Note: An appeal pursuant to s.120 (C2008/2458) was lodged against this decision - refer to Full Bench decision dated 20 August 2008 [[2008] AIRCFB 599] for result of appeal.
[2008] AIRC 363 |
PR981573
|
AUSTRALIAN INDUSTRIAL RELATIONS COMMISSION
Workplace Relations Act 1996
s.643 - Appl’n for relief re (Unlawful and HUU) termination of employment
Garry Keith Druett
and
Rail Corporation New South Wales (RailCorp)
(U2008/2232)
SENIOR DEPUTY PRESIDENT CARTWRIGHT |
SYDNEY, 28 APRIL 2008 |
Termination of employment – extension of time.
DECISION
[1] Mr Druett lodged an application with the Commission on 16 January 2008 in respect of termination of his employment with the State Rail Authority of NSW, now trading as Railcorp, on 2 April 1979. The application is over 28 years outside the 21 day period required by the Act and relies on grounds which commenced operation in the predecessor Act on 30 March 1994.
[2] In Re Kazimir Kowalski 1 a Full Bench of the Commission ruled that “the termination of employment provisions of the Act have no application to terminations of employment prior to 30 March 1994.” It went on to say:
“The termination of employment provisions of the Act (Part VIA) and the predecessor Industrial Relations Act 1988 were added by the Industrial Relations Reform Act 1994. The new Part commenced operation on 30 March 1994. Wilcox CJ of the Industrial Relations Court of Australia in Siagian v Sanel [(1994) 122 ALR 333] found that there was nothing in the new provisions to preclude a person filing an application after 30 March 1994 in respect of a pre-30 March termination of employment. However, he went on to find that there could not be a contravention of the new provisions before they came into operation on 30 March.
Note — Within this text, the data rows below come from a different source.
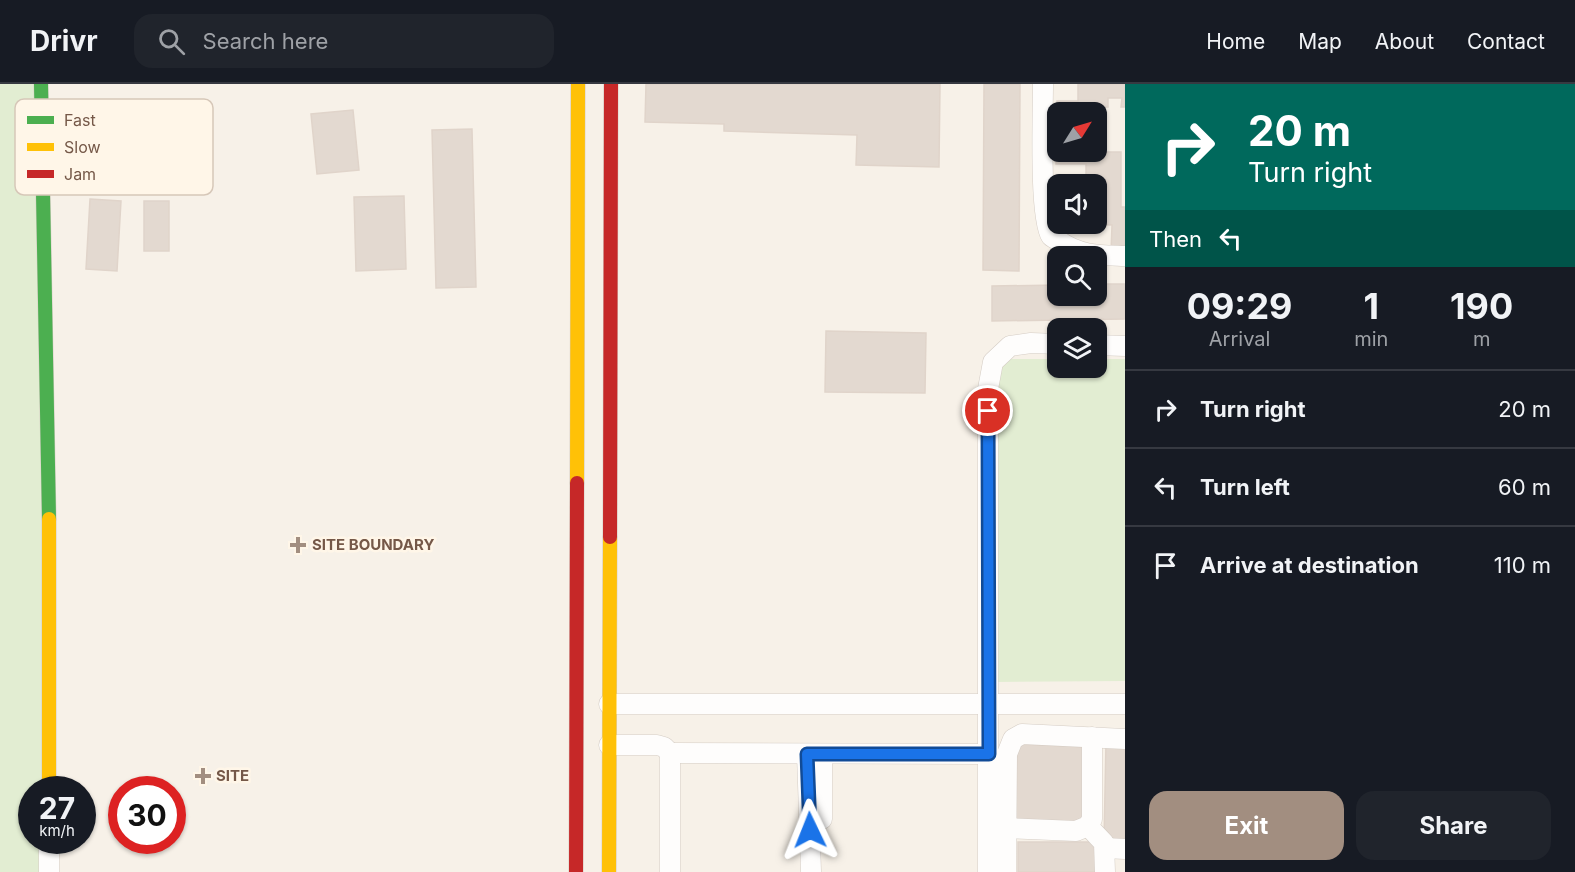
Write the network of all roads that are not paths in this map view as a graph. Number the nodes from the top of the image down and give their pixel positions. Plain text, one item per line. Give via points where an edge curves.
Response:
1 (41, 84) edge
2 (578, 84) edge
3 (610, 84) edge
4 (1043, 84) edge
5 (41, 99) edge
6 (43, 195) edge
7 (1125, 256) edge
8 (1047, 344) edge
9 (1107, 345) edge
10 (1125, 346) edge
11 (989, 703) junction
12 (609, 704) junction
13 (1125, 704) edge
14 (1092, 737) junction
15 (1125, 739) edge
16 (609, 745) junction
17 (670, 753) junction
18 (814, 754) junction
19 (989, 754) junction
20 (49, 776) edge
21 (1088, 826) junction
22 (1006, 828) junction
23 (1115, 848) edge
24 (49, 854) edge
25 (817, 870) edge
26 (49, 872) edge
27 (576, 872) edge
28 (609, 872) edge
29 (670, 872) edge
30 (988, 872) edge
31 (1006, 872) edge
32 (1106, 872) edge

1 - 5 street
2 - 27 street
3 - 12 street
4 - 7 street via 1044,201 1052,237 1084,254
6 - 20 street via 49,451
8 - 11 street via 1010,346 993,362 988,389
9 - 10 street
11 - 12 street
11 - 13 street
11 - 19 street
12 - 16 street
14 - 15 street
14 - 21 street via 1092,819
14 - 22 street via 1022,734 1013,739 1007,754
16 - 17 street via 657,745
16 - 28 street
17 - 18 street
17 - 29 street
18 - 19 street
18 - 25 street
19 - 30 street
21 - 22 street via 1076,831
21 - 23 street
22 - 31 street
23 - 32 street
24 - 26 street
Accordingly, he found a termination before 30 March could not amount to a contravention of the relevant Division.”
[3] Mr Druett’s material did not advance an arguable case that there is jurisdiction under the Act to entertain the application, even if the time for lodgement is varied.
[4] That is a relevant consideration in declining to vary the time under s.643(14) for Mr Druett to lodge his application.
[5] On the material provided, I am not satisfied there is an acceptable explanation of the delay in lodging the application, especially given unsuccessful proceedings in 2002 in the Industrial Relations Commission of New South Wales.
[6] I accept that Railcorp will be prejudiced by the delay, having now no records of Mr Druett’s employment or the reasons for its termination, other than a one page employment history card.
[7] Nor am I persuaded that Mr Druett’s actions to contest the termination, so far as they are disclosed in the material provided, weigh in favour of extension.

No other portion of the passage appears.